ACTIVITY:
Please restate each line of the data that follows word for word, skipping any image.

(Collected data entries)
────────
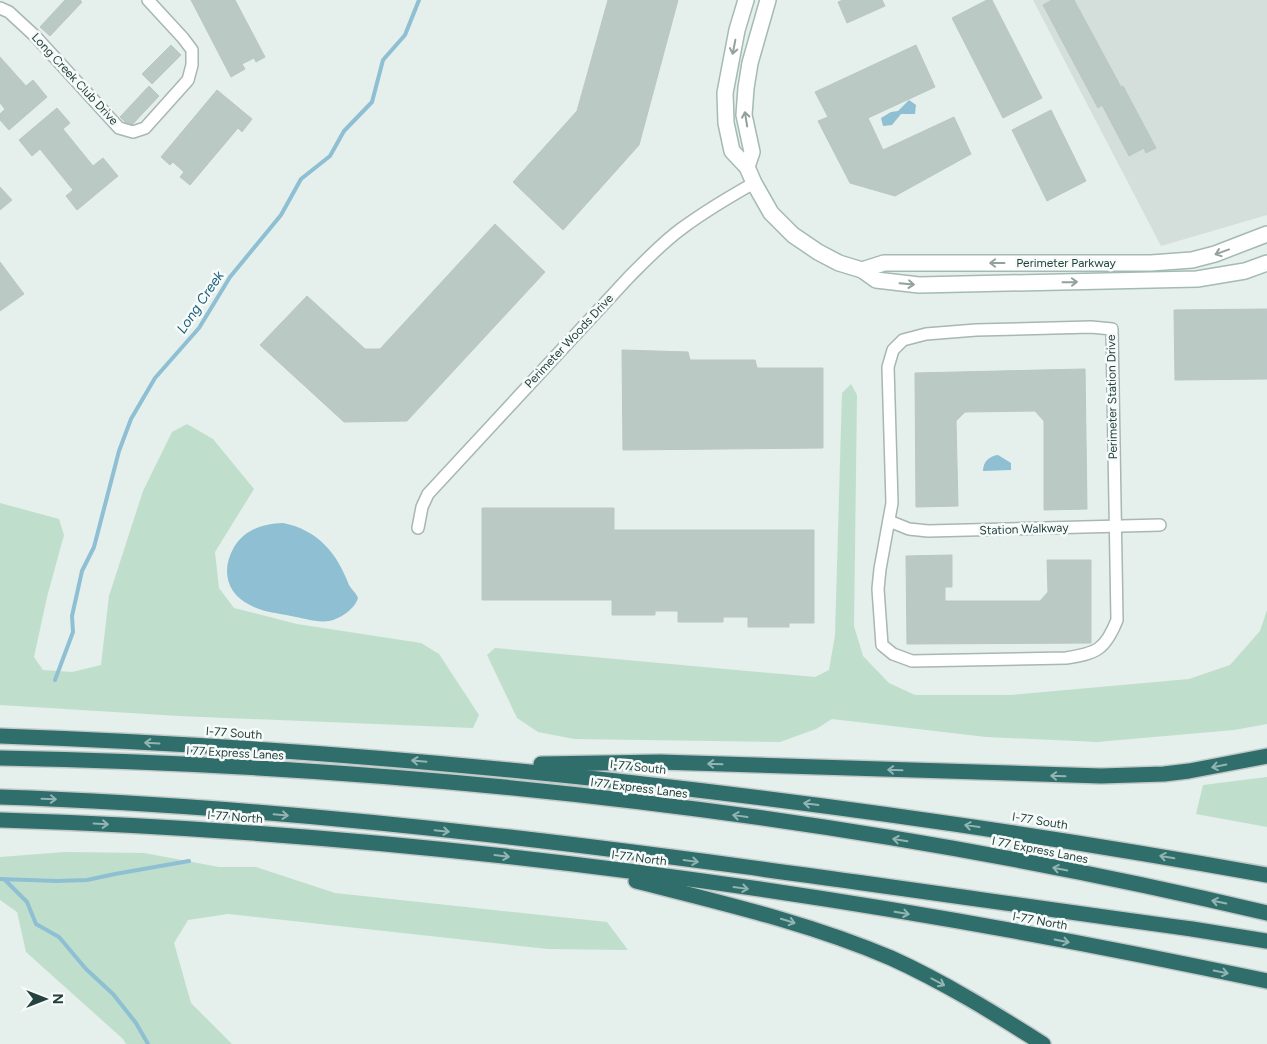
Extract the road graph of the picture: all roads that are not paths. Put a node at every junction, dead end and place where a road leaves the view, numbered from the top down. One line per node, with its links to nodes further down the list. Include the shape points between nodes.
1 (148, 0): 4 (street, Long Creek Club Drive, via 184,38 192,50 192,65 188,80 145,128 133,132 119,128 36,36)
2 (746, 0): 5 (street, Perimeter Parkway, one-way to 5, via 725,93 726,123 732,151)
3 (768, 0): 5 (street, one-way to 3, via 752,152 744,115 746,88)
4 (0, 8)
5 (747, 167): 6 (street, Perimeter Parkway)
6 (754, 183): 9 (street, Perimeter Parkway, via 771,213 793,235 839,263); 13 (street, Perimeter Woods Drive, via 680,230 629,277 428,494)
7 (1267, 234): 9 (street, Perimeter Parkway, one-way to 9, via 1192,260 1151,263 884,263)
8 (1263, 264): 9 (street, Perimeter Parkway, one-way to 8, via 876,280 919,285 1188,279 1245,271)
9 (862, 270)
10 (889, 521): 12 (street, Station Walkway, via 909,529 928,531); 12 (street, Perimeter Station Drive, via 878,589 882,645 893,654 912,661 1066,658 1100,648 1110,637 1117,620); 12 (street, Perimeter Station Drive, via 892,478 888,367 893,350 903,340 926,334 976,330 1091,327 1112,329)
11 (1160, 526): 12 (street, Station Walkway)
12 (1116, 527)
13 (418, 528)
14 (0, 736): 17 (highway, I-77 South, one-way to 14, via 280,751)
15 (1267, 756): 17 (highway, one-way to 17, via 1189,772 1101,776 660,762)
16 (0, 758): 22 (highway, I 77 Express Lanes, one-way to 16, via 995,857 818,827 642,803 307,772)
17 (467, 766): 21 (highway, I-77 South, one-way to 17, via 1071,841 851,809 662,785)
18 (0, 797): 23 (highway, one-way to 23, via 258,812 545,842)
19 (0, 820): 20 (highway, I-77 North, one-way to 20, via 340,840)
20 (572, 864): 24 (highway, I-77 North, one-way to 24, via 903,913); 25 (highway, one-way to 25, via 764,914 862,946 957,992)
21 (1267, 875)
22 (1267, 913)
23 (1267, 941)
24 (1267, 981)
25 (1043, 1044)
────────
TASK OUTPUT:
Extract the road graph of the picture: all roads that are not paths. Put a node at every junction, dead end and place where a road leaves the view, numbered from the top down. One line per node, with its links to nodes further down the list. Include the shape points between nodes.
1 (148, 0): 4 (street, Long Creek Club Drive, via 184,38 192,50 192,65 188,80 145,128 133,132 119,128 36,36)
2 (746, 0): 5 (street, Perimeter Parkway, one-way to 5, via 725,93 726,123 732,151)
3 (768, 0): 5 (street, one-way to 3, via 752,152 744,115 746,88)
4 (0, 8)
5 (747, 167): 6 (street, Perimeter Parkway)
6 (754, 183): 9 (street, Perimeter Parkway, via 771,213 793,235 839,263); 13 (street, Perimeter Woods Drive, via 680,230 629,277 428,494)
7 (1267, 234): 9 (street, Perimeter Parkway, one-way to 9, via 1192,260 1151,263 884,263)
8 (1263, 264): 9 (street, Perimeter Parkway, one-way to 8, via 876,280 919,285 1188,279 1245,271)
9 (862, 270)
10 (889, 521): 12 (street, Station Walkway, via 909,529 928,531); 12 (street, Perimeter Station Drive, via 878,589 882,645 893,654 912,661 1066,658 1100,648 1110,637 1117,620); 12 (street, Perimeter Station Drive, via 892,478 888,367 893,350 903,340 926,334 976,330 1091,327 1112,329)
11 (1160, 526): 12 (street, Station Walkway)
12 (1116, 527)
13 (418, 528)
14 (0, 736): 17 (highway, I-77 South, one-way to 14, via 280,751)
15 (1267, 756): 17 (highway, one-way to 17, via 1189,772 1101,776 660,762)
16 (0, 758): 22 (highway, I 77 Express Lanes, one-way to 16, via 995,857 818,827 642,803 307,772)
17 (467, 766): 21 (highway, I-77 South, one-way to 17, via 1071,841 851,809 662,785)
18 (0, 797): 23 (highway, one-way to 23, via 258,812 545,842)
19 (0, 820): 20 (highway, I-77 North, one-way to 20, via 340,840)
20 (572, 864): 24 (highway, I-77 North, one-way to 24, via 903,913); 25 (highway, one-way to 25, via 764,914 862,946 957,992)
21 (1267, 875)
22 (1267, 913)
23 (1267, 941)
24 (1267, 981)
25 (1043, 1044)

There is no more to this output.